(Source records)
═══

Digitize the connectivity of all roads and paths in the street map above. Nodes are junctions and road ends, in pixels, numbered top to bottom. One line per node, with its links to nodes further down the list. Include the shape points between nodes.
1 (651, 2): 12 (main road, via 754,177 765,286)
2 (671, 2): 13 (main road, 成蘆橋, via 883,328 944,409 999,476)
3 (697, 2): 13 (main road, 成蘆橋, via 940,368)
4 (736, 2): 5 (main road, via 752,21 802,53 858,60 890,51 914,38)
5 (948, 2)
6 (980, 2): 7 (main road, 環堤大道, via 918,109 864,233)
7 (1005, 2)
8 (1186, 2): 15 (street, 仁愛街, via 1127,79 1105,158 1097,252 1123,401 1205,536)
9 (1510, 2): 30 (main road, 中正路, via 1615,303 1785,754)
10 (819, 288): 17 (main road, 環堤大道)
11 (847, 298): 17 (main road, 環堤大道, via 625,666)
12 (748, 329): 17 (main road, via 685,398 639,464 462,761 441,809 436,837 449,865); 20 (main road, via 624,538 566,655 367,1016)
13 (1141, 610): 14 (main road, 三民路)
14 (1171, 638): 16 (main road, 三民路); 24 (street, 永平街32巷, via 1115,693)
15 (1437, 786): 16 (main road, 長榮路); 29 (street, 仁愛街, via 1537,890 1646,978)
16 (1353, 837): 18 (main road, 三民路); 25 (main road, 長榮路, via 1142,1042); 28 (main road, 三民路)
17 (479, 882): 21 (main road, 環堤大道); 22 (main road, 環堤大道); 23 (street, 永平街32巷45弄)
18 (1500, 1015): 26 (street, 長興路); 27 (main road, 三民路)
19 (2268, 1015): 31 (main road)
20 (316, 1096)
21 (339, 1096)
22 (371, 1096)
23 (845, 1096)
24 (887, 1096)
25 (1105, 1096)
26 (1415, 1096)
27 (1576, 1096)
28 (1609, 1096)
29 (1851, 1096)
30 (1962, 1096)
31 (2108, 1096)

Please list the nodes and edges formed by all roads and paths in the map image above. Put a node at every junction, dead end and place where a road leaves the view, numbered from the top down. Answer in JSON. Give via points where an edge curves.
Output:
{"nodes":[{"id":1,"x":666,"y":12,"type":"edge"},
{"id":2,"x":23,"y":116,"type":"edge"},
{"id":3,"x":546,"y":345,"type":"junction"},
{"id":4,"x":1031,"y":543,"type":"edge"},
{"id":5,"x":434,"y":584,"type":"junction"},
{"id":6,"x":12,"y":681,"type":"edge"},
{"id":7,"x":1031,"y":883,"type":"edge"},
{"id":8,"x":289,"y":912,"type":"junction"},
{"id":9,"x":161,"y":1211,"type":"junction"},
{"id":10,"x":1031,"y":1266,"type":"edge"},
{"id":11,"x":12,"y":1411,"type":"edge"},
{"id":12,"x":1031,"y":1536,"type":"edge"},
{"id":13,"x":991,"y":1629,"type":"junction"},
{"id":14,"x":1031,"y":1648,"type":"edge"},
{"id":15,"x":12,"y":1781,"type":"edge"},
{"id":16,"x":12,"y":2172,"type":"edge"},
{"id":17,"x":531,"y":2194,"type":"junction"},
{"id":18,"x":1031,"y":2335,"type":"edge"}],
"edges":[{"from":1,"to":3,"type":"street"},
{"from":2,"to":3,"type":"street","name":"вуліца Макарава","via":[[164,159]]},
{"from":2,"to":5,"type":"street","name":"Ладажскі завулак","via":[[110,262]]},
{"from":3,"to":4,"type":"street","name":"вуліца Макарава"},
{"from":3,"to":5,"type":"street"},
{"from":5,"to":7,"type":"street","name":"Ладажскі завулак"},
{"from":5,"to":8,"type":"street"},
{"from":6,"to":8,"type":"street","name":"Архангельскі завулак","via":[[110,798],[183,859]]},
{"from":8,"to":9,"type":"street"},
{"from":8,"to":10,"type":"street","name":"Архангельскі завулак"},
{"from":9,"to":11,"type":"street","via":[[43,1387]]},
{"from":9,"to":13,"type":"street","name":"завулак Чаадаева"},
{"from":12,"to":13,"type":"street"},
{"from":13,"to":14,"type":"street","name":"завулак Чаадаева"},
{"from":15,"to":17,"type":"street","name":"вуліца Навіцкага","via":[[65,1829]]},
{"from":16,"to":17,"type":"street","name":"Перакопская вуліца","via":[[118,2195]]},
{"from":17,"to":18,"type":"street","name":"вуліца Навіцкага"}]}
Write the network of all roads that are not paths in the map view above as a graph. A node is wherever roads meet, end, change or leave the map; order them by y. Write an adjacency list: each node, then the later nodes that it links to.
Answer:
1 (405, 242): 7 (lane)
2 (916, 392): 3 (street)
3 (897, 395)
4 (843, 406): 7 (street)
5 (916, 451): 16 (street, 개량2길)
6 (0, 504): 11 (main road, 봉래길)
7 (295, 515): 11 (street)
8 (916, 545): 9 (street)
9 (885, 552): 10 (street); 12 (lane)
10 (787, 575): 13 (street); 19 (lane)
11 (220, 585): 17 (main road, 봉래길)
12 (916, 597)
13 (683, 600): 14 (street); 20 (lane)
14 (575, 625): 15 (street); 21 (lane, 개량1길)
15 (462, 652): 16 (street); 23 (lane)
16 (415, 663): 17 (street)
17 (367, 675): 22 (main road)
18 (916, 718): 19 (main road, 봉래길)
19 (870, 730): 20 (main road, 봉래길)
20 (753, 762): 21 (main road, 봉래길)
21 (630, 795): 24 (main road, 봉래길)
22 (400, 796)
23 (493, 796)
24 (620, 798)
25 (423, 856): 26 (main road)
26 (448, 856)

═══

### Exercise details
Take the line that contains "Write the network" and every line after it to the end of the entries above, and reproduce them exactly.

### Exercise result
Write the network of all roads that are not paths in the map view above as a graph. A node is wherever roads meet, end, change or leave the map; order them by y. Write an adjacency list: each node, then the later nodes that it links to.
Answer:
1 (405, 242): 7 (lane)
2 (916, 392): 3 (street)
3 (897, 395)
4 (843, 406): 7 (street)
5 (916, 451): 16 (street, 개량2길)
6 (0, 504): 11 (main road, 봉래길)
7 (295, 515): 11 (street)
8 (916, 545): 9 (street)
9 (885, 552): 10 (street); 12 (lane)
10 (787, 575): 13 (street); 19 (lane)
11 (220, 585): 17 (main road, 봉래길)
12 (916, 597)
13 (683, 600): 14 (street); 20 (lane)
14 (575, 625): 15 (street); 21 (lane, 개량1길)
15 (462, 652): 16 (street); 23 (lane)
16 (415, 663): 17 (street)
17 (367, 675): 22 (main road)
18 (916, 718): 19 (main road, 봉래길)
19 (870, 730): 20 (main road, 봉래길)
20 (753, 762): 21 (main road, 봉래길)
21 (630, 795): 24 (main road, 봉래길)
22 (400, 796)
23 (493, 796)
24 (620, 798)
25 (423, 856): 26 (main road)
26 (448, 856)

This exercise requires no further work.